GhostHunter: A Multi-Test Framework for Detecting Ghost Introgression
GhostHunter: A Multi-Test Framework for Detecting Ghost Introgression
Wanjiku, M.; Sethuraman, A.
AbstractGene flow from extinct or unsampled ghost populations is increasingly recognized but remains difficult to detect without donor genomes. Signals of ghost introgression can mimic other demographic processes such as bottlenecks, structure, or migration among sampled populations. We introduce GhostHunter, a multi-step framework that combines (1) coalescent time distributions across loci, (2) likelihood-based tests under the isolation-with-migration (IM) model, and (3) population structure inference under an admixture model to detect ghost introgression from genomic data.
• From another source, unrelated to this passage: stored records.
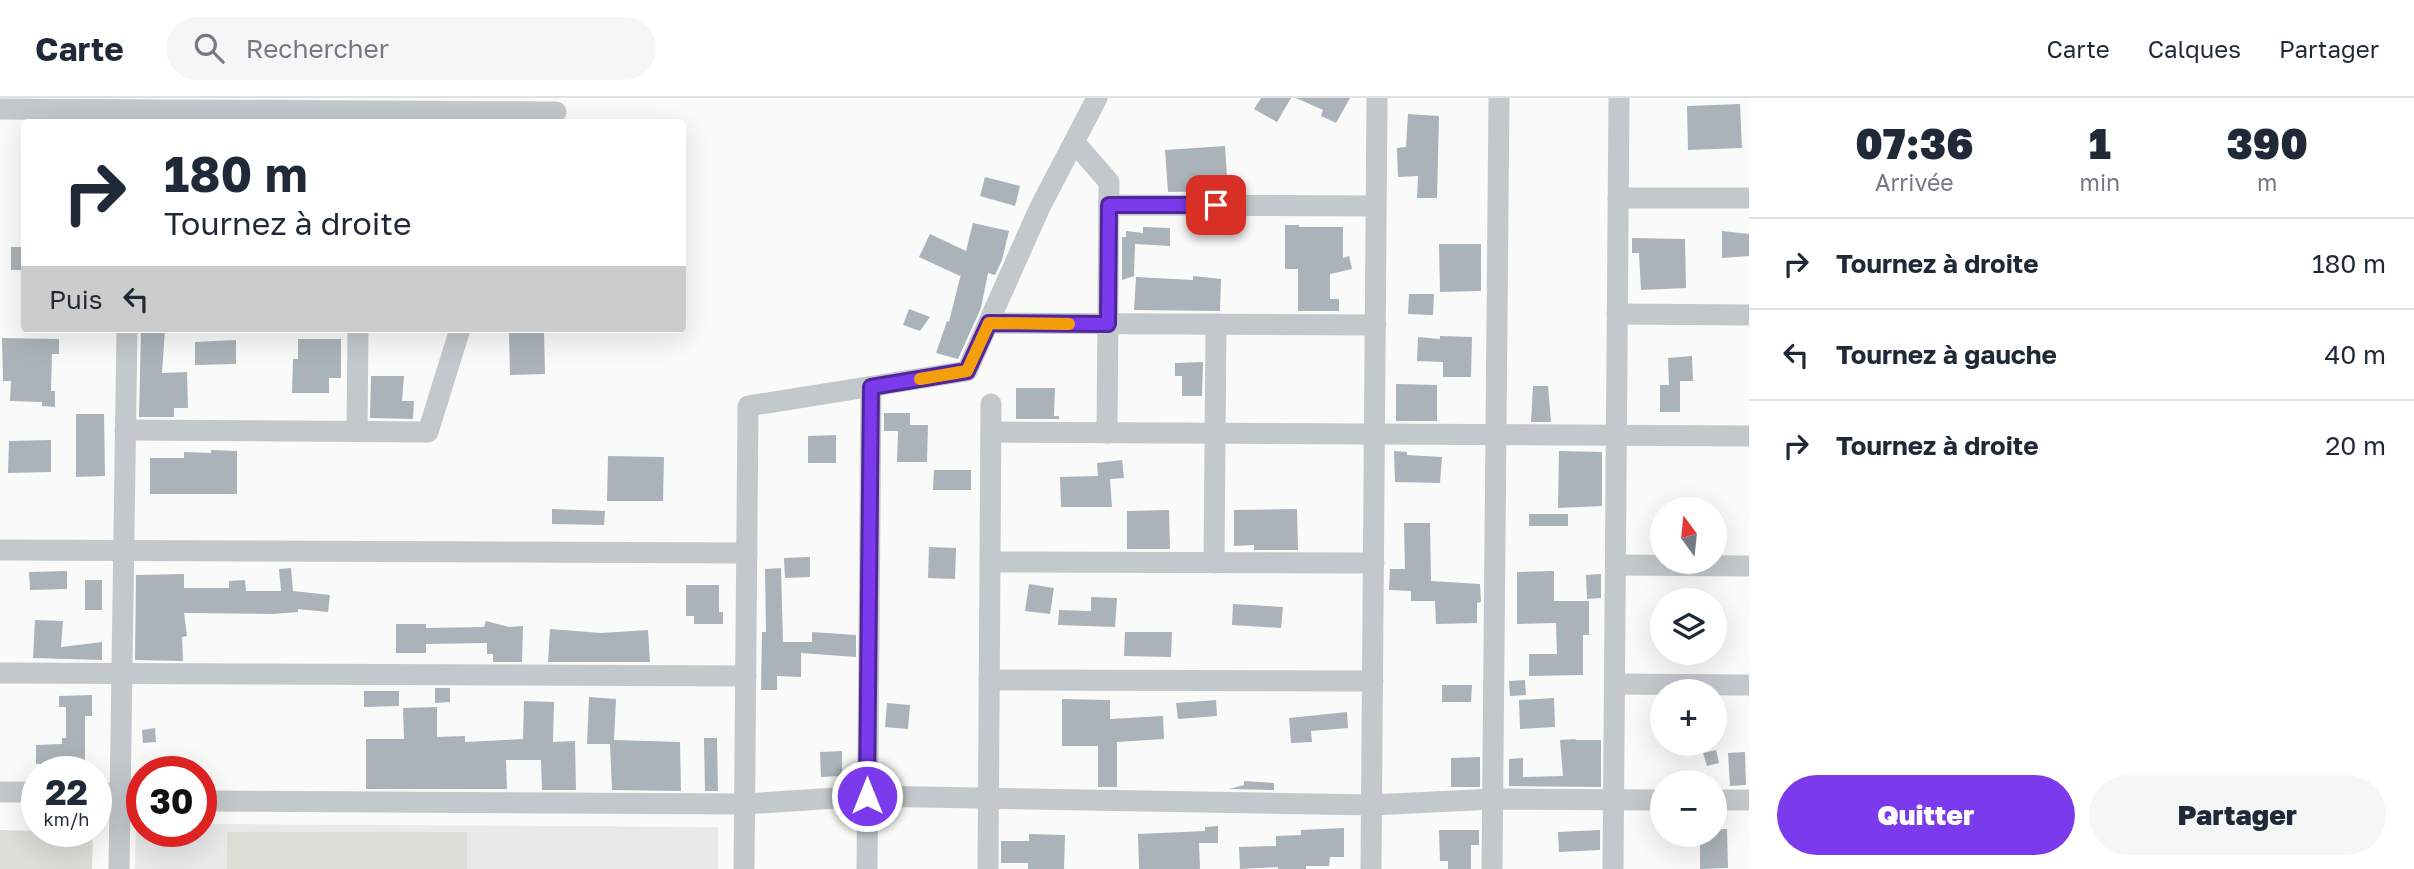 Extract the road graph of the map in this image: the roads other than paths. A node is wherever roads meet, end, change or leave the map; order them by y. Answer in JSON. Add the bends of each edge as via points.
{"nodes":[{"id":1,"x":1097,"y":98,"type":"edge"},
{"id":2,"x":1377,"y":98,"type":"edge"},
{"id":3,"x":1499,"y":98,"type":"edge"},
{"id":4,"x":1619,"y":98,"type":"edge"},
{"id":5,"x":0,"y":109,"type":"edge"},
{"id":6,"x":130,"y":110,"type":"edge"},
{"id":7,"x":360,"y":111,"type":"edge"},
{"id":8,"x":556,"y":111,"type":"edge"},
{"id":9,"x":1074,"y":142,"type":"junction"},
{"id":10,"x":1618,"y":198,"type":"junction"},
{"id":11,"x":1749,"y":198,"type":"edge"},
{"id":12,"x":1109,"y":205,"type":"junction"},
{"id":13,"x":1376,"y":206,"type":"junction"},
{"id":14,"x":1617,"y":314,"type":"junction"},
{"id":15,"x":1749,"y":315,"type":"edge"},
{"id":16,"x":989,"y":323,"type":"junction"},
{"id":17,"x":1108,"y":324,"type":"junction"},
{"id":18,"x":1216,"y":324,"type":"junction"},
{"id":19,"x":1376,"y":325,"type":"junction"},
{"id":20,"x":127,"y":333,"type":"edge"},
{"id":21,"x":358,"y":333,"type":"edge"},
{"id":22,"x":459,"y":333,"type":"edge"},
{"id":23,"x":871,"y":387,"type":"junction"},
{"id":24,"x":991,"y":404,"type":"dead end"},
{"id":25,"x":125,"y":430,"type":"junction"},
{"id":26,"x":357,"y":432,"type":"junction"},
{"id":27,"x":991,"y":432,"type":"junction"},
{"id":28,"x":1107,"y":433,"type":"junction"},
{"id":29,"x":1215,"y":433,"type":"junction"},
{"id":30,"x":1375,"y":434,"type":"junction"},
{"id":31,"x":1496,"y":435,"type":"junction"},
{"id":32,"x":1616,"y":435,"type":"junction"},
{"id":33,"x":1749,"y":436,"type":"edge"},
{"id":34,"x":0,"y":550,"type":"edge"},
{"id":35,"x":123,"y":550,"type":"junction"},
{"id":36,"x":747,"y":553,"type":"junction"},
{"id":37,"x":990,"y":562,"type":"junction"},
{"id":38,"x":1214,"y":563,"type":"junction"},
{"id":39,"x":1374,"y":564,"type":"junction"},
{"id":40,"x":1616,"y":565,"type":"junction"},
{"id":41,"x":1749,"y":566,"type":"edge"},
{"id":42,"x":0,"y":673,"type":"edge"},
{"id":43,"x":122,"y":674,"type":"junction"},
{"id":44,"x":746,"y":676,"type":"junction"},
{"id":45,"x":989,"y":680,"type":"junction"},
{"id":46,"x":1373,"y":681,"type":"junction"},
{"id":47,"x":1615,"y":684,"type":"junction"},
{"id":48,"x":1749,"y":685,"type":"edge"},
{"id":49,"x":0,"y":792,"type":"edge"},
{"id":50,"x":21,"y":792,"type":"edge"},
{"id":51,"x":112,"y":793,"type":"edge"},
{"id":52,"x":120,"y":793,"type":"junction"},
{"id":53,"x":867,"y":796,"type":"junction"},
{"id":54,"x":988,"y":797,"type":"junction"},
{"id":55,"x":1493,"y":799,"type":"junction"},
{"id":56,"x":1614,"y":800,"type":"junction"},
{"id":57,"x":1650,"y":800,"type":"edge"},
{"id":58,"x":1727,"y":800,"type":"edge"},
{"id":59,"x":1749,"y":800,"type":"edge"},
{"id":60,"x":126,"y":801,"type":"edge"},
{"id":61,"x":217,"y":801,"type":"edge"},
{"id":62,"x":745,"y":803,"type":"junction"},
{"id":63,"x":1372,"y":805,"type":"junction"},
{"id":64,"x":119,"y":869,"type":"edge"},
{"id":65,"x":744,"y":869,"type":"edge"},
{"id":66,"x":867,"y":869,"type":"edge"},
{"id":67,"x":988,"y":869,"type":"edge"},
{"id":68,"x":1371,"y":869,"type":"edge"},
{"id":69,"x":1492,"y":869,"type":"edge"},
{"id":70,"x":1613,"y":869,"type":"edge"}],
"edges":[{"from":1,"to":9,"type":"street"},
{"from":2,"to":13,"type":"street"},
{"from":3,"to":31,"type":"street"},
{"from":4,"to":10,"type":"street"},
{"from":5,"to":6,"type":"street"},
{"from":6,"to":7,"type":"street"},
{"from":7,"to":8,"type":"street"},
{"from":9,"to":12,"type":"street","via":[[1109,182]]},
{"from":9,"to":16,"type":"street"},
{"from":10,"to":11,"type":"street"},
{"from":10,"to":14,"type":"street"},
{"from":12,"to":13,"type":"street"},
{"from":12,"to":17,"type":"street"},
{"from":13,"to":19,"type":"street"},
{"from":14,"to":15,"type":"street"},
{"from":14,"to":32,"type":"street"},
{"from":16,"to":17,"type":"street"},
{"from":16,"to":23,"type":"street","via":[[967,371]]},
{"from":17,"to":18,"type":"street"},
{"from":17,"to":28,"type":"street"},
{"from":18,"to":19,"type":"street"},
{"from":18,"to":29,"type":"street"},
{"from":19,"to":30,"type":"street"},
{"from":20,"to":25,"type":"street"},
{"from":21,"to":26,"type":"street"},
{"from":22,"to":26,"type":"street","via":[[428,432]]},
{"from":23,"to":36,"type":"street","via":[[748,405]]},
{"from":23,"to":53,"type":"street"},
{"from":24,"to":27,"type":"street"},
{"from":25,"to":26,"type":"street"},
{"from":25,"to":35,"type":"street"},
{"from":27,"to":28,"type":"street"},
{"from":27,"to":37,"type":"street"},
{"from":28,"to":29,"type":"street"},
{"from":29,"to":30,"type":"street"},
{"from":29,"to":38,"type":"street"},
{"from":30,"to":31,"type":"street"},
{"from":30,"to":39,"type":"street"},
{"from":31,"to":32,"type":"street"},
{"from":31,"to":55,"type":"street"},
{"from":32,"to":33,"type":"street"},
{"from":32,"to":40,"type":"street"},
{"from":34,"to":35,"type":"street"},
{"from":35,"to":36,"type":"street"},
{"from":35,"to":43,"type":"street"},
{"from":36,"to":44,"type":"street"},
{"from":37,"to":38,"type":"street"},
{"from":37,"to":45,"type":"street"},
{"from":38,"to":39,"type":"street"},
{"from":39,"to":46,"type":"street"},
{"from":40,"to":41,"type":"street"},
{"from":40,"to":47,"type":"street"},
{"from":42,"to":43,"type":"street"},
{"from":43,"to":44,"type":"street"},
{"from":43,"to":52,"type":"street"},
{"from":44,"to":62,"type":"street"},
{"from":45,"to":46,"type":"street"},
{"from":45,"to":54,"type":"street"},
{"from":46,"to":63,"type":"street"},
{"from":47,"to":48,"type":"street"},
{"from":47,"to":56,"type":"street"},
{"from":49,"to":50,"type":"street"},
{"from":51,"to":52,"type":"street"},
{"from":52,"to":60,"type":"street"},
{"from":52,"to":64,"type":"street"},
{"from":53,"to":54,"type":"street"},
{"from":53,"to":62,"type":"street"},
{"from":53,"to":66,"type":"street"},
{"from":54,"to":63,"type":"street"},
{"from":54,"to":67,"type":"street"},
{"from":55,"to":56,"type":"street"},
{"from":55,"to":63,"type":"street"},
{"from":55,"to":69,"type":"street"},
{"from":56,"to":57,"type":"street"},
{"from":56,"to":70,"type":"street"},
{"from":58,"to":59,"type":"street"},
{"from":61,"to":62,"type":"street"},
{"from":62,"to":65,"type":"street"},
{"from":63,"to":68,"type":"street"}]}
By integrating independent signals, GhostHunter captures hidden ancestry, heterogeneity in genealogies, and improved fit of models including unsampled sources. Simulations under the IM model show that ghost introgression produces clear genome-wide signatures in TMRCA distributions, including multimodality and step-like ECDF patterns, even when median coalescent times are similar. Likelihood comparisons consistently support unsampled lineages, though estimating migration depends on admixture strength and divergence time. Clustering analyses also suggest increased support for population structure, typically at low (K). Applying GhostHunter to 1000 Genomes CEU and CHS data, we find strong heterogeneity in TMRCA estimates (62,748 windows; median 42,471 generations; KS (D=0.271); dip test rejects unimodality), consistent with mixed genealogies. Structure analyses favor (K=2), reflecting CEU-CHS divergence. However, IMa3 does not support non-zero ghost gene flow, suggesting genealogical signals are clearer than migration estimates. Overall, GhostHunter provides a practical screening framework for detecting hidden ancestry and reducing inference errors, especially in non-model systems.